A prolific television and film character actor, Piazza is perhaps most widely recognized as the wealthy restaurant patron in John Landis' 1980 comedy hit The Blues Brothers from whom Jake (John Belushi) offers to purchase his wife and daughter. Prior to that, he also played the violent boyfriend who scars Liza Minnelli's character's face in Otto Preminger's Tell Me That You Love Me, Junie Moon (1970). Piazza's other film appearances include The Candy Snatchers (1973); Piazza played a dramatic role in an episode of Barnaby Jones, titled “Bond of Fear” (04/15/1975),The Bad News Bears (1976), I Never Promised You a Rose Garden (1977), Nightwing (1979), Peter Bogdanovich's Mask (1985), Clean and Sober (1988), and Guilty by Suspicion (1991), in which he portrayed Hollywood film director/mogul Darryl F. Zanuck.

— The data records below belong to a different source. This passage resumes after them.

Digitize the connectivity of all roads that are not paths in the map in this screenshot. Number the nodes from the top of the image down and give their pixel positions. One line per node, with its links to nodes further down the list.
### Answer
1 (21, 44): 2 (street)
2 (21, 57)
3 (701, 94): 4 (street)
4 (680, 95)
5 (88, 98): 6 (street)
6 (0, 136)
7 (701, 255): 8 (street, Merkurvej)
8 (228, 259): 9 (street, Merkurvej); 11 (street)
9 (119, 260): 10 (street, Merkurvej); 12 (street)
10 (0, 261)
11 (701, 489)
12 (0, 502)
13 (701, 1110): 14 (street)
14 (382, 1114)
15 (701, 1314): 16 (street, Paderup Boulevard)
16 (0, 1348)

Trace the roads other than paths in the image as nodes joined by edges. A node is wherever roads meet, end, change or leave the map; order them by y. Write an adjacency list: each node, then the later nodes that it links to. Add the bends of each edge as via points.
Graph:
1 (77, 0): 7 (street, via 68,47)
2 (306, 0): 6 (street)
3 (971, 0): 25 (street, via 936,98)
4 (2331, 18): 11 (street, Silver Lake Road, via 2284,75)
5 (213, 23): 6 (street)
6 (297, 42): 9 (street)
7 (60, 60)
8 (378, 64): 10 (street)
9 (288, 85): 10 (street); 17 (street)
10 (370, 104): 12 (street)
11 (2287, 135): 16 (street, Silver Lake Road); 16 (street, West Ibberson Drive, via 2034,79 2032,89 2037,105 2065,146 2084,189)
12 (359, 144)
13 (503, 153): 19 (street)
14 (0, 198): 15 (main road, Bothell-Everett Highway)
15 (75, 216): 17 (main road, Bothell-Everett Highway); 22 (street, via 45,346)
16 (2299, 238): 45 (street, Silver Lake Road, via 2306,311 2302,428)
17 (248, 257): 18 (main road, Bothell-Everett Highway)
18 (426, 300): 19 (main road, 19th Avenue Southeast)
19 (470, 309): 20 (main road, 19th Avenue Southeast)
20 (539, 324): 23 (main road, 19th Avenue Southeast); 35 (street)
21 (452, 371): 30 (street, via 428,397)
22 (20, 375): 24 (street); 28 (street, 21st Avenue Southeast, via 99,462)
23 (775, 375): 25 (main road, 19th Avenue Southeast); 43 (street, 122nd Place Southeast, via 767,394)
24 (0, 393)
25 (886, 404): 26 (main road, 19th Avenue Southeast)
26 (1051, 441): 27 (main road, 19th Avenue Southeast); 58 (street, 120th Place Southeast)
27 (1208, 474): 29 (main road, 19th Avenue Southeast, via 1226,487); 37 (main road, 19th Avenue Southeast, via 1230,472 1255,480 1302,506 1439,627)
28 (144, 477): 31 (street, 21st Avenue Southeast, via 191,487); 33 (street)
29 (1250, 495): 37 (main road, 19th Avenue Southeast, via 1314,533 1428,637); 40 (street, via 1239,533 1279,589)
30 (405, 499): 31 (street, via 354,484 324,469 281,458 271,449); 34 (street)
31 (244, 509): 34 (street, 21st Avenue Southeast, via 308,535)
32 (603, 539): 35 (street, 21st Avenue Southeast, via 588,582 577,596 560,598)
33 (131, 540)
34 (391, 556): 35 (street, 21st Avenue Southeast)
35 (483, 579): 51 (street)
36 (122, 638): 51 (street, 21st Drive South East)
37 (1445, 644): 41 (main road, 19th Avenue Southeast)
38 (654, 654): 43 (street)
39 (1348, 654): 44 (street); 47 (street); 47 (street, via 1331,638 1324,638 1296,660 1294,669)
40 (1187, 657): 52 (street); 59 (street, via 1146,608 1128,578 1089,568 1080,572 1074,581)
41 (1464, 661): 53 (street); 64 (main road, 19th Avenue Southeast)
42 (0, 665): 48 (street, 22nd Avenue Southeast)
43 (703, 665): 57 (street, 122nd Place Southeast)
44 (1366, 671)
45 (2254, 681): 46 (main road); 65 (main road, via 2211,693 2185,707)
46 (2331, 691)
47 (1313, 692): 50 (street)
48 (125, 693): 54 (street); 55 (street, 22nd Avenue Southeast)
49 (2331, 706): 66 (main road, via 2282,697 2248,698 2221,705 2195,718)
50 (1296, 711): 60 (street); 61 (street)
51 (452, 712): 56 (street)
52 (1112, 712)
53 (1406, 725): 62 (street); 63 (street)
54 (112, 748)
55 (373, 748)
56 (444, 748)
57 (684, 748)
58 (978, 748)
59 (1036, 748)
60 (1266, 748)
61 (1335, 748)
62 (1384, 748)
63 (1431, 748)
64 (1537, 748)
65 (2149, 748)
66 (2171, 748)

In 1986, Piazza had a three-month stint on the daytime soap opera Santa Barbara as Dr. A.L. Rawlings.[4] Piazza also played the role of Walt Driscoll in the sixth season of Dallas (1978 TV series), between 1982 and 1983.[5]

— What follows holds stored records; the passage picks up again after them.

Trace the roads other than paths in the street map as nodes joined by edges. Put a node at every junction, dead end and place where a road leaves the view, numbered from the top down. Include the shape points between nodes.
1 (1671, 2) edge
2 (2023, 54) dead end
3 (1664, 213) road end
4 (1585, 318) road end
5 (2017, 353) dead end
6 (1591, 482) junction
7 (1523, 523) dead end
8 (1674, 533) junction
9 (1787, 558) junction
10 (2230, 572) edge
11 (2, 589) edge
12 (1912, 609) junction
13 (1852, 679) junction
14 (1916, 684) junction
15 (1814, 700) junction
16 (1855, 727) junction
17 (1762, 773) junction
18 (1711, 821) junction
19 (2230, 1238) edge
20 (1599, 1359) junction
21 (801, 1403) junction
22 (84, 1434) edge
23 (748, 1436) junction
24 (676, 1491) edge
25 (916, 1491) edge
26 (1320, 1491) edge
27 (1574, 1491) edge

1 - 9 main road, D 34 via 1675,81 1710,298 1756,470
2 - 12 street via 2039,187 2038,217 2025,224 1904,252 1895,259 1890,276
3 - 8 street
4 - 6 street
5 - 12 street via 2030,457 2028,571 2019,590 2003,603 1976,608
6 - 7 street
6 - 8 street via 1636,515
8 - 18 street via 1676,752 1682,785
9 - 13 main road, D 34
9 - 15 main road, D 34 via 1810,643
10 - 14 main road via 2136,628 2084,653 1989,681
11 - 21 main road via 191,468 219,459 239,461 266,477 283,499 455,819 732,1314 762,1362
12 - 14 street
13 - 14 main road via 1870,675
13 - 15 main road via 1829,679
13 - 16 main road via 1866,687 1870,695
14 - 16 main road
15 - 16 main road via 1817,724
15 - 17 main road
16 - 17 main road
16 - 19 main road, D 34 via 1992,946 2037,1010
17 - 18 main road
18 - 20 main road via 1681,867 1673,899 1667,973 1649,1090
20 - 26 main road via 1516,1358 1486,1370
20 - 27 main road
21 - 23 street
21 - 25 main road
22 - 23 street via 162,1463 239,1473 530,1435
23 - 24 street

Piazza also wrote plays and a novel, The Exact and Very Strange Truth (1964), a coming-of-age story about an Italian-American boy in Little Rock, Arkansas, which was Piazza's hometown.[2][6] However, Ben wrote in the book's introduction that any resemblance between the characters and real people was “irrelevant”, although the parallels to his own life were unmistakable. Piazza dedicated the book to openly gay playwright Edward Albee, who was a close friend.
Ben Piazza died of AIDS-related cancer at the age of 57 in Sherman Oaks, California, and is buried at Forest Lawn Cemetery.